As with hearts and livers and lungs, UCLA has taken some innovative steps to address the kidney shortage. They include transplanting pediatric kidneys into adults or using two “marginal” kidneys. A more controversial approach is using kidneys from donors whom the Centers for Disease Control and Prevention consider high-risk due to behaviors that place them at greater risk of viral infectious disease. The organs in these cases are tested by sophisticated methods to detect viruses and, if cleared, can be used if the recipient, who is fully informed, gives consent. “The testing is 21st century, leaving little doubt that an infection exists,” Dr. Lipshutz says.
UCLA has also created a donor chain for kidney transplantation, in which an altruistic person, often a complete stranger, donates a kidney. That organ is given to a recipient who already has a kidney available that is not a perfect match. The recipient then passes on the incompatible kidney to another recipient, and so on. Such donor chains have resulted in successful transplants for up to six kidney patients. “It’s such a simple idea, so elegant and so creative, yet extremely powerful in its effect,” says Albin Gritsch, M.D., surgical director of the UCLA Kidney Transplant Program. “It is a huge move in a positive direction for patients with kidney failure.”
And to deal with the issue of blood-group incompatibility, UCLA has developed a program to allow a loved one to donate a kidney, even if his or her blood group doesn’t match that of the recipient. It starts with desensitizing the immune system of the recipient by filtering and removing antibodies. Doctors then use intravenous immunoglobulin to keep the cells from making more antibodies. “We can change their immune system just enough, so that they can get this alternative-blood-type organ,” Dr. Lipshutz says. The procedure also has been used in limited cases for liver transplants.
A modified approach has been used for people who have developed so many antibodies that “it’s almost as if they’re allergic to other people,” Dr. Lipshutz says. “On the operating table, they would reject any organ.” Guillermo Montoya was one of those patients. He had received a transplant in 1991, but it failed after 10 years, putting him back on the list. But because he had developed a high level of resistance, none of the organs that came available were deemed suitable for him.

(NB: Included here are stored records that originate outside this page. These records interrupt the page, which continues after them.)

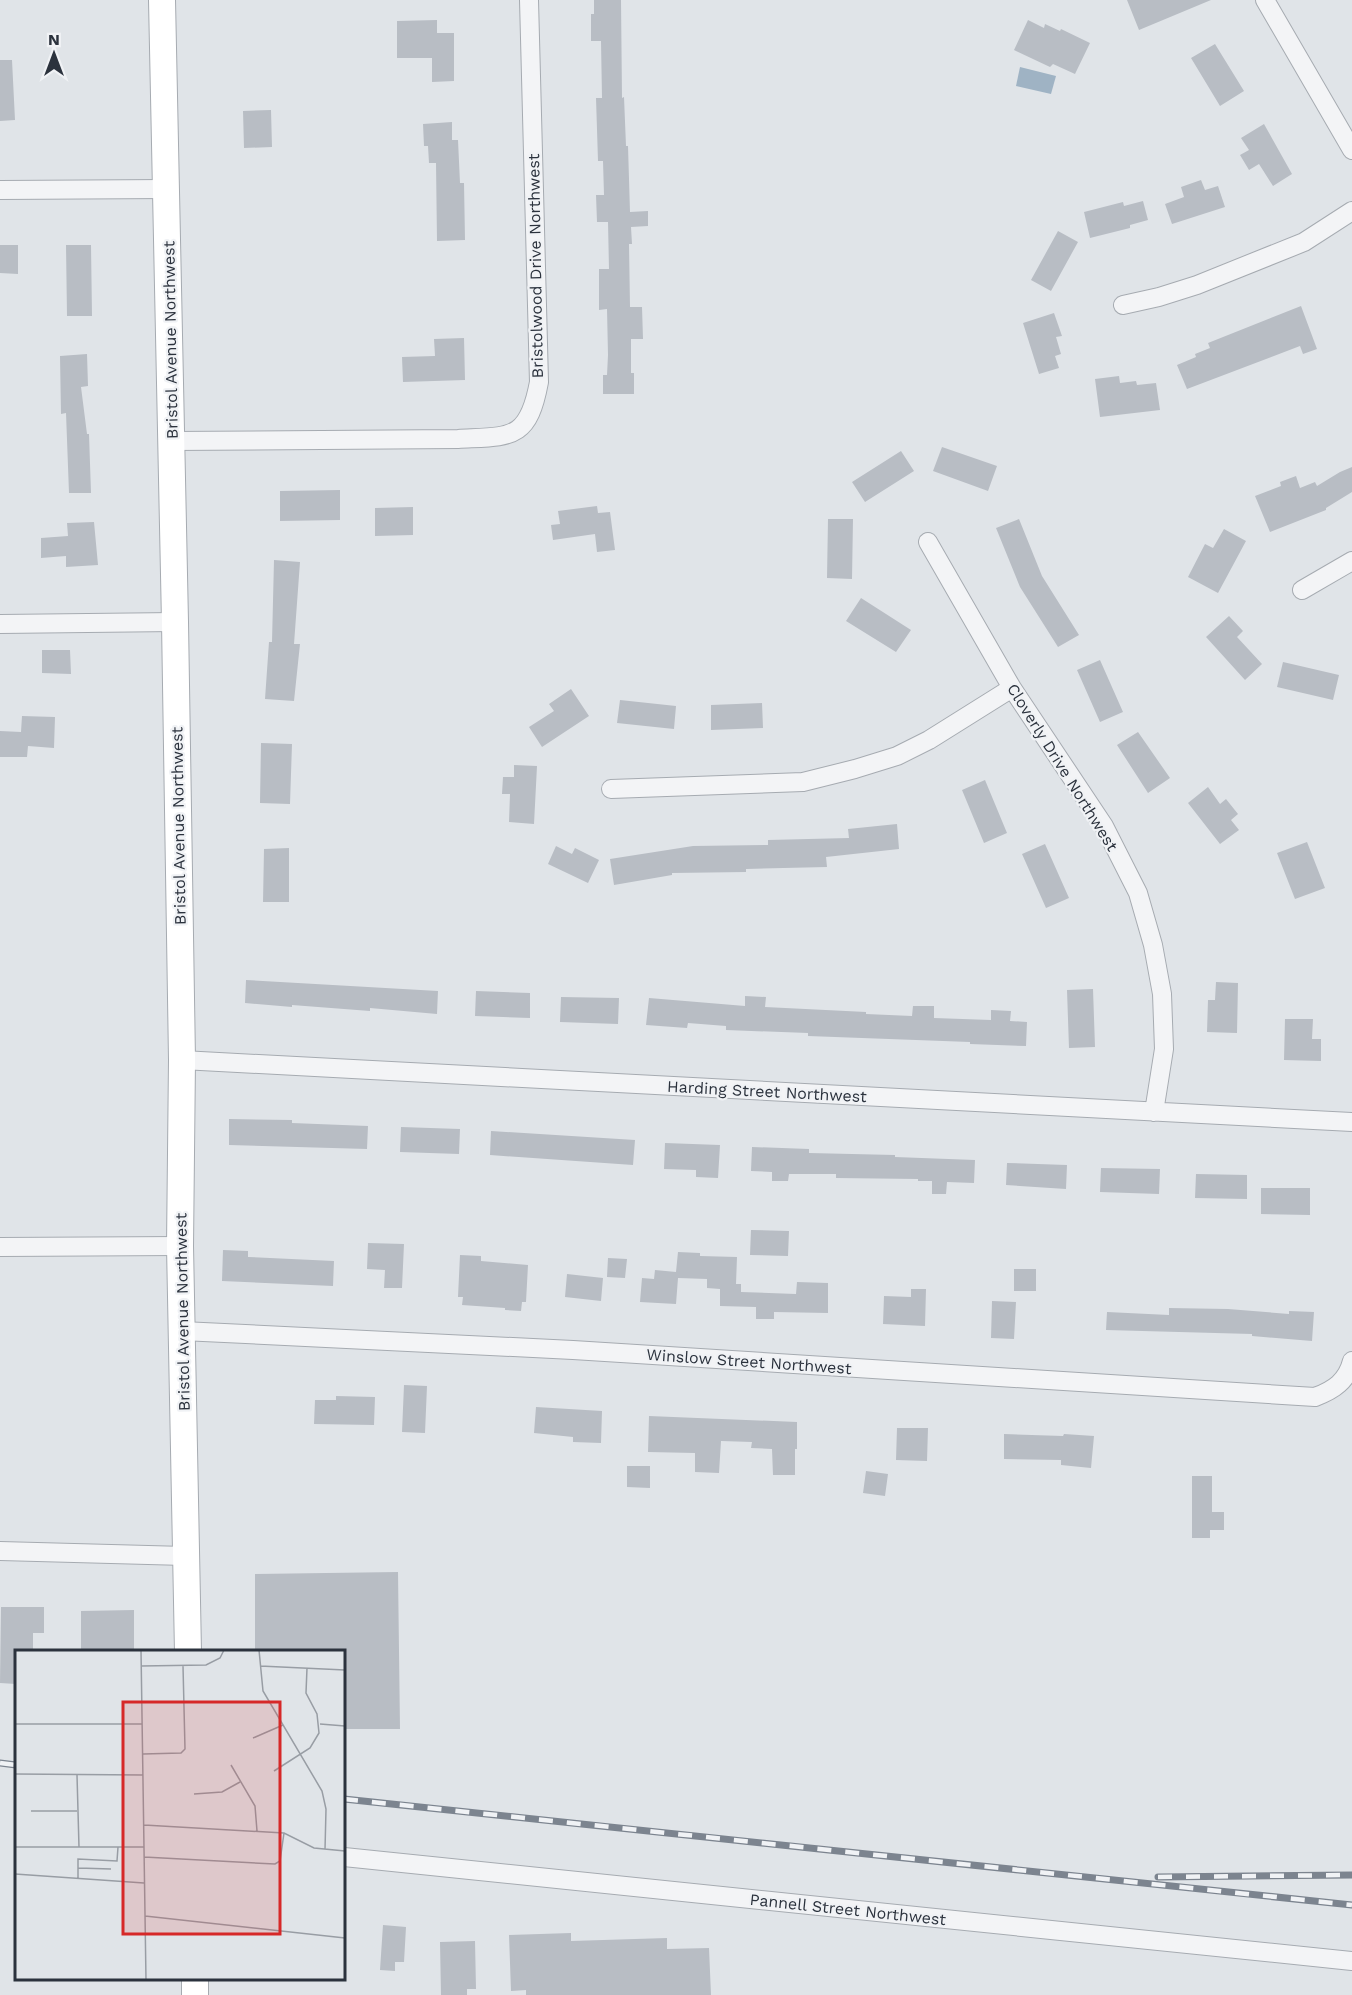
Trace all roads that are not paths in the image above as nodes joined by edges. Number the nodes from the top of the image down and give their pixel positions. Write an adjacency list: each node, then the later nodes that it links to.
1 (162, 0): 5 (street, Bristol Avenue Northwest)
2 (529, 0): 9 (street, Bristolwood Drive Northwest)
3 (1265, 0): 4 (street)
4 (1352, 150)
5 (167, 189): 6 (street); 9 (street, Bristol Avenue Northwest)
6 (0, 190)
7 (1352, 211): 8 (street)
8 (1122, 305)
9 (171, 441): 13 (street, Bristol Avenue Northwest)
10 (928, 542): 15 (street, Cloverly Drive Northwest)
11 (1352, 561): 12 (street)
12 (1302, 590)
13 (175, 622): 14 (street); 17 (street, Bristol Avenue Northwest)
14 (0, 624)
15 (1012, 688): 16 (street); 18 (street, Cloverly Drive Northwest)
16 (611, 789)
17 (182, 1060): 18 (street, Harding Street Northwest); 20 (street, Bristol Avenue Northwest)
18 (1154, 1112): 19 (street, Harding Street Northwest)
19 (1352, 1122)
20 (180, 1246): 21 (street); 22 (street, Bristol Avenue Northwest)
21 (0, 1247)
22 (182, 1331): 23 (street, Winslow Street Northwest); 25 (street, Bristol Avenue Northwest)
23 (1352, 1361)
24 (0, 1551): 25 (street)
25 (185, 1556): 26 (street, Bristol Avenue Northwest)
26 (188, 1650)
27 (345, 1857): 28 (street, Pannell Street Northwest)
28 (1352, 1961)

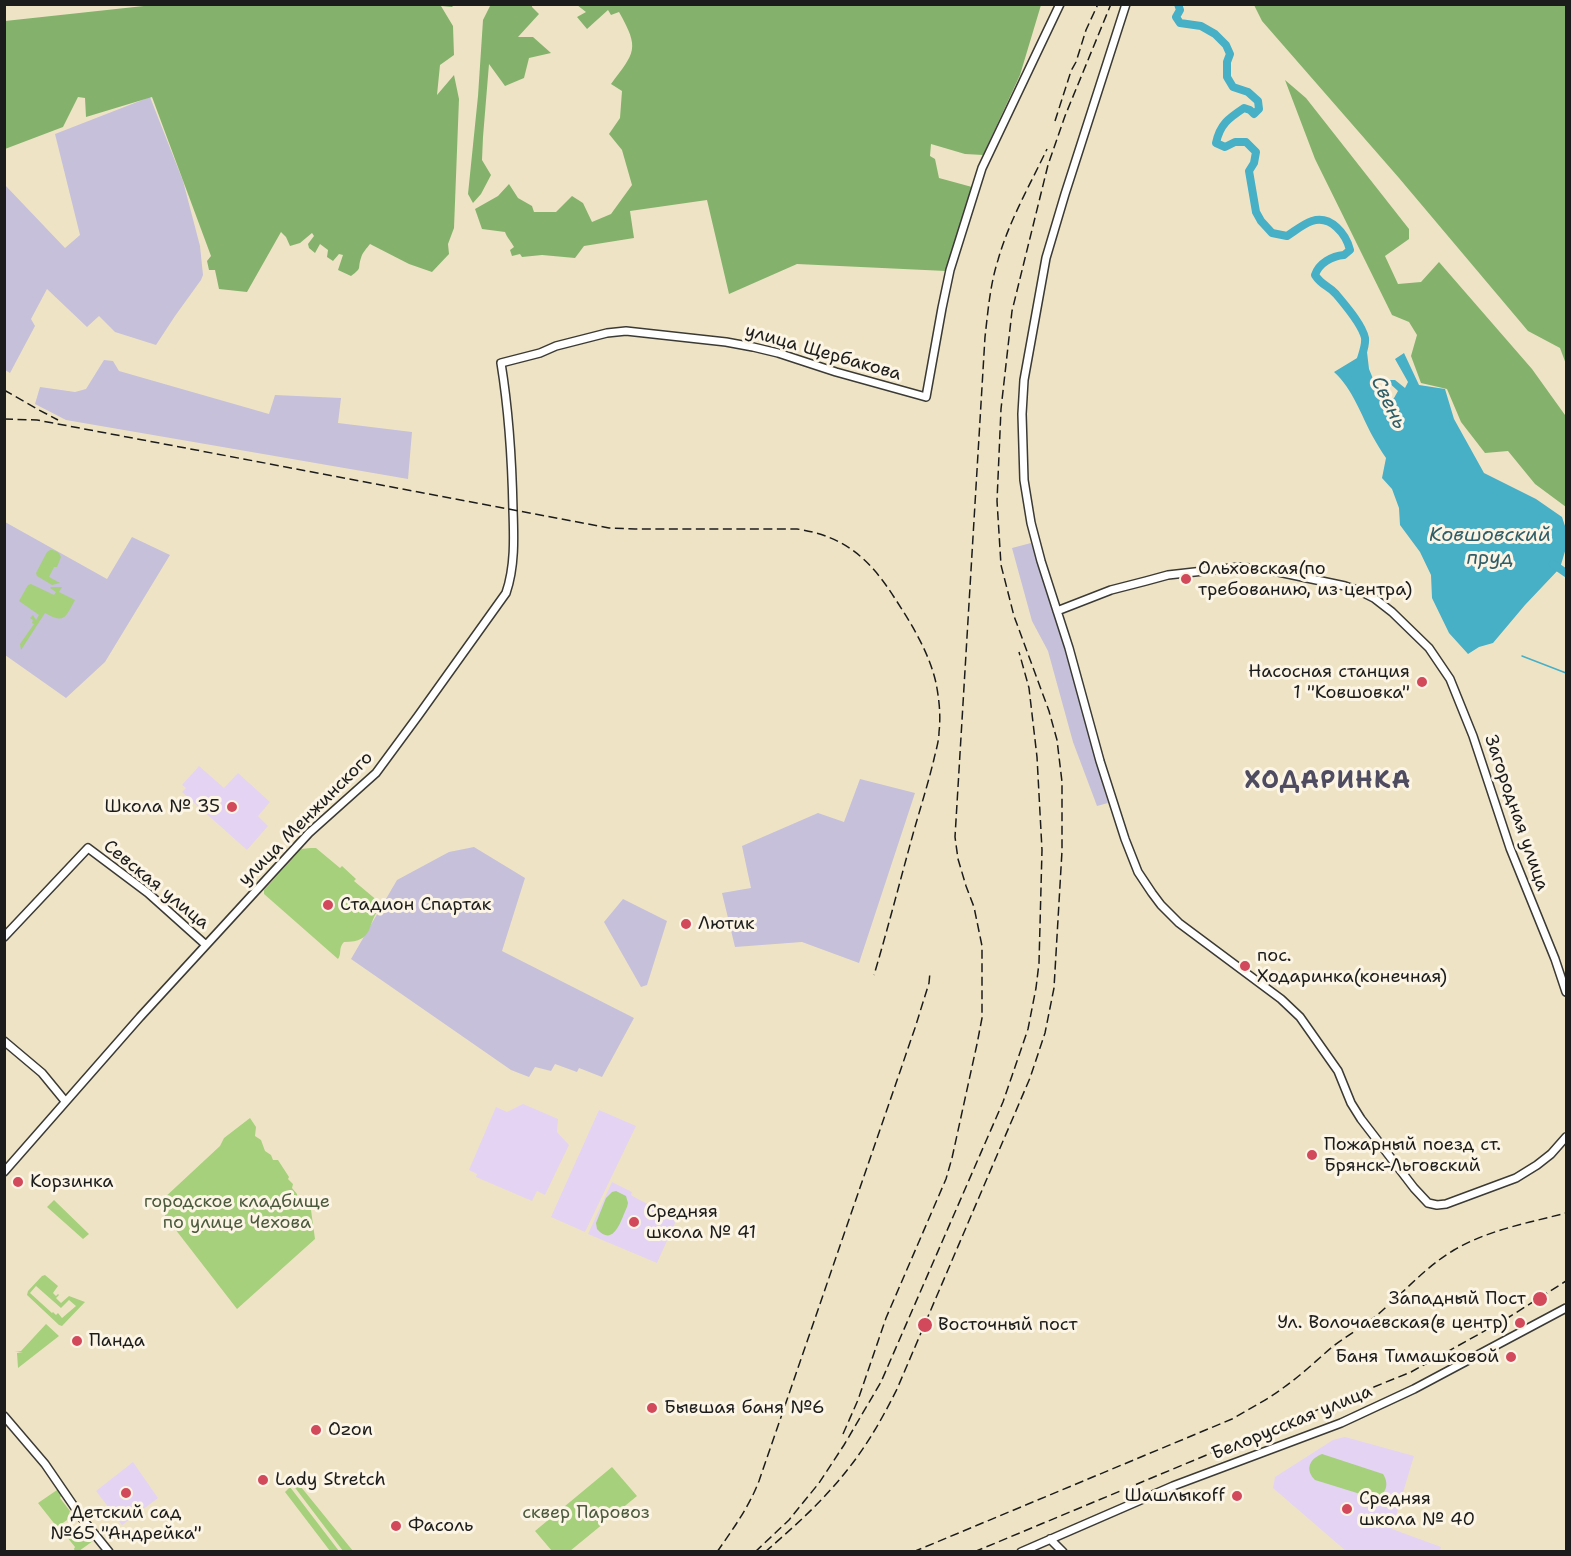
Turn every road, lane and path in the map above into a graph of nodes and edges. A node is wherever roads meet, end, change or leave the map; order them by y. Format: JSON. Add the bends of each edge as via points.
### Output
{"nodes":[{"id":1,"x":1060,"y":4,"type":"edge"},
{"id":2,"x":1126,"y":4,"type":"edge"},
{"id":3,"x":501,"y":363,"type":"joint"},
{"id":4,"x":1057,"y":611,"type":"junction"},
{"id":5,"x":4,"y":937,"type":"edge"},
{"id":6,"x":206,"y":945,"type":"junction"},
{"id":7,"x":1566,"y":992,"type":"edge"},
{"id":8,"x":4,"y":1041,"type":"edge"},
{"id":9,"x":65,"y":1101,"type":"junction"},
{"id":10,"x":1566,"y":1137,"type":"edge"},
{"id":11,"x":4,"y":1172,"type":"edge"},
{"id":12,"x":1566,"y":1308,"type":"edge"},
{"id":13,"x":4,"y":1416,"type":"edge"},
{"id":14,"x":1050,"y":1539,"type":"junction"},
{"id":15,"x":109,"y":1551,"type":"edge"},
{"id":16,"x":1021,"y":1551,"type":"edge"},
{"id":17,"x":1063,"y":1551,"type":"edge"}],
"edges":[{"from":1,"to":3,"type":"street","name":"улица Щербакова","via":[[982,168],[950,270],[926,397],[753,347],[626,331]]},
{"from":2,"to":4,"type":"street","via":[[1046,258],[1022,395],[1024,480],[1031,523]]},
{"from":3,"to":6,"type":"street","name":"улица Менжинского","via":[[510,423],[513,504],[512,561],[506,593],[376,773],[309,833]]},
{"from":4,"to":7,"type":"street","name":"Загородная улица","via":[[1112,590],[1168,575],[1233,567],[1269,570],[1345,586],[1374,598],[1430,648],[1450,679]]},
{"from":4,"to":10,"type":"street","via":[[1105,777],[1138,872],[1179,923],[1281,999],[1304,1021],[1338,1071],[1361,1119],[1428,1203],[1446,1204],[1516,1178],[1551,1154]]},
{"from":5,"to":6,"type":"street","name":"Севская улица","via":[[87,848],[148,893]]},
{"from":6,"to":9,"type":"street","name":"улица Менжинского"},
{"from":8,"to":9,"type":"street","via":[[42,1073]]},
{"from":9,"to":11,"type":"street","name":"улица Менжинского"},
{"from":12,"to":14,"type":"street","name":"Белорусская улица","via":[[1341,1423],[1173,1486]]},
{"from":13,"to":15,"type":"street"},
{"from":14,"to":16,"type":"street","name":"Белорусская улица"},
{"from":14,"to":17,"type":"street"}]}
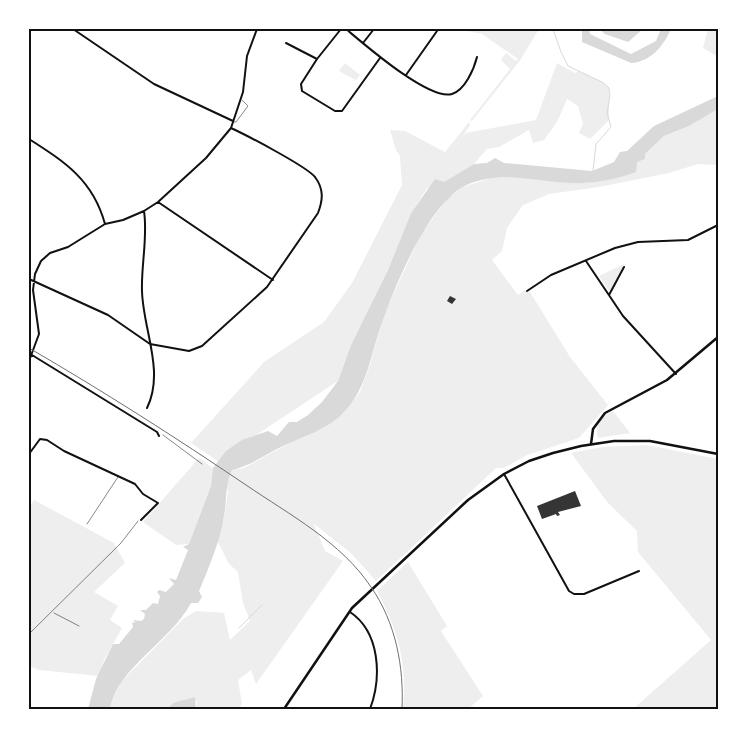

Earlier this year, UCLA contacted Montoya, now 64 years old, to tell him that a kidney was available, but it was not a perfect match. “Do you want to risk it?” they asked.
“Why not,” Montoya responded.
Dr. Lipshutz and his team began the process, called plasmapheresis, to reconfigure Montoya’s immune system to accept the organ. “We did some filtering of his blood to remove antibodies and gave him other medication,” Dr. Lipshutz says. “It’s very time intensive for both the patients and for the doctors. Here we were able to take someone who never would have received a transplant because of immunologic reasons, and he was transplanted.”
On March 30, 2011, Montoya received his new kidney. While the recovery was difficult, doctors cleared him two months later to resume physical activities like going to the gym.
“Now I’m great, thank God,” Montoya says.
Treatments like plasmapheresis are a high-tech approach done at only a few centers. Newer hopes lie in the emerging realm of stem-cell technology. When that day comes, surgeons like Dr. Lipshutz might find themselves out of a job.
“I joke that in 100 years, people will nudge each other and say: ‘Can you believe what they did 100 years ago?’” Dr. Lipshutz says. “’They did organ transplants. Why didn’t they just grow new ones, like we do now?’”
Lyndon Stambler is a freelance writer and teaches journalism at Santa Monica College.